Avezzano, 2 mar 2012 – Stasera sbarca al Teatro dei Marsi uno degli adattamenti più intriganti e coinvolgenti degli ultimi tempi artistici: Uno nessuno e centomila, tratto dal romanzo omonimo di Luigi Pirandello, apice culturale novecentesco.
Cauteruccio per la primissima volta, decide di rimaneggiare la cifra pirandelliana, e sceglie per l’occasione uno dei romanzi più celebri dell’autore italiano. Egli è inoltre l’interprete principale, nel ruolo di Vitangelo Moscarda ed è affiancato dalla talentuosa Monica Bauco, nei panni dell’amante Anna Rosa, nonché dalla giovanissima attrice Laura Bandelloni, nel ruolo del personaggio pirandelliano della moglie, Dida. Altre presenze artistiche e attoriali saranno sulla scena unicamente in qualità di presenze incorporee, oltre alle voci fuori campo di Irene Barbugli, di Roberto Gioffré, Riccardo Naldini, Tommaso Taddei ed, infine, di Carlo Salvador.

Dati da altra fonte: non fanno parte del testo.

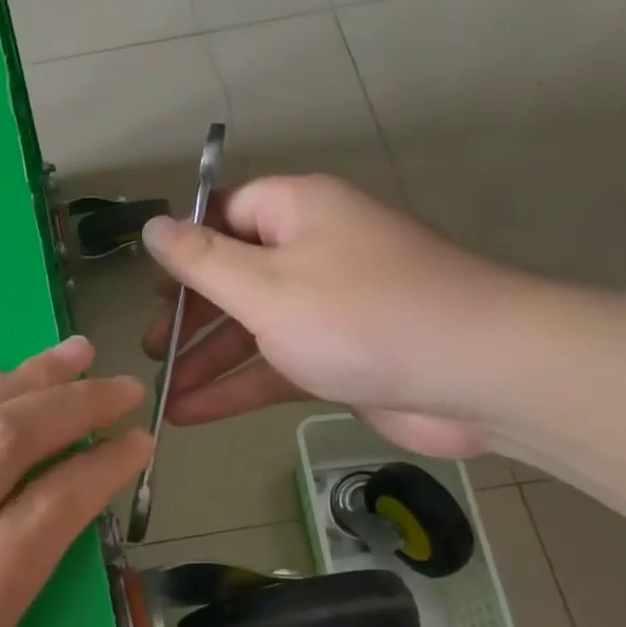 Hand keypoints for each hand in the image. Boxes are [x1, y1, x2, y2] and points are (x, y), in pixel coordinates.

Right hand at [140, 175, 527, 457]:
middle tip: (152, 349)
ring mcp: (329, 308)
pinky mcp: (340, 357)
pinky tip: (192, 414)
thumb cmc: (360, 317)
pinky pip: (276, 364)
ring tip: (162, 394)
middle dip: (189, 315)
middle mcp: (313, 252)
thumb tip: (153, 226)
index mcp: (298, 212)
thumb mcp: (265, 287)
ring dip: (207, 361)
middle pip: (234, 275)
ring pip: (253, 328)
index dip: (185, 247)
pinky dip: (237, 387)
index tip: (150, 288)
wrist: (476, 376)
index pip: (227, 214)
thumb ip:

Interessante l’ambientazione: un luogo metafisico, trasparente, abitato da voci, suoni ed oggetti vari. Il Protagonista, Fulvio Cauteruccio, serpenteggia fra sedie dislocate in cima ad una pseudo-scala, ove troneggia il suo alter ego, ossia la bella Anna Rosa, immersa nel nero senza forma d’un buco vuoto. Il personaggio di Dida, invece, è quello d’una giovane donna che lo stesso Manfridi (colui che ha dato vita all’adattamento teatrale del romanzo) dipinge come un "simulacro di erotica mondanità".
Ciò che viene messo in scena è lo sprofondamento languido e surreale nell’io malandato del protagonista; viene messa in luce la sua lucida follia, fino ad arrivare alla visione finale, che lo vede completamente interrato, sino al collo, simbolo della debolezza dell’uomo. Bellissima la metafora concretizzata sul palcoscenico dello specchio: onnipresente occhio indagatore dell’umana specie, che pone la verità innanzi agli occhi, come lampo abbagliante e convincente.
I fratelli Cauteruccio, insomma (la regia è, infatti, di Giancarlo Cauteruccio fratello di Fulvio) fanno convergere in quest’opera recitata tutta la fisicità e il duello corpo-spazio che negli anni ha caratterizzato il loro modo superbo di far teatro. (G.C.)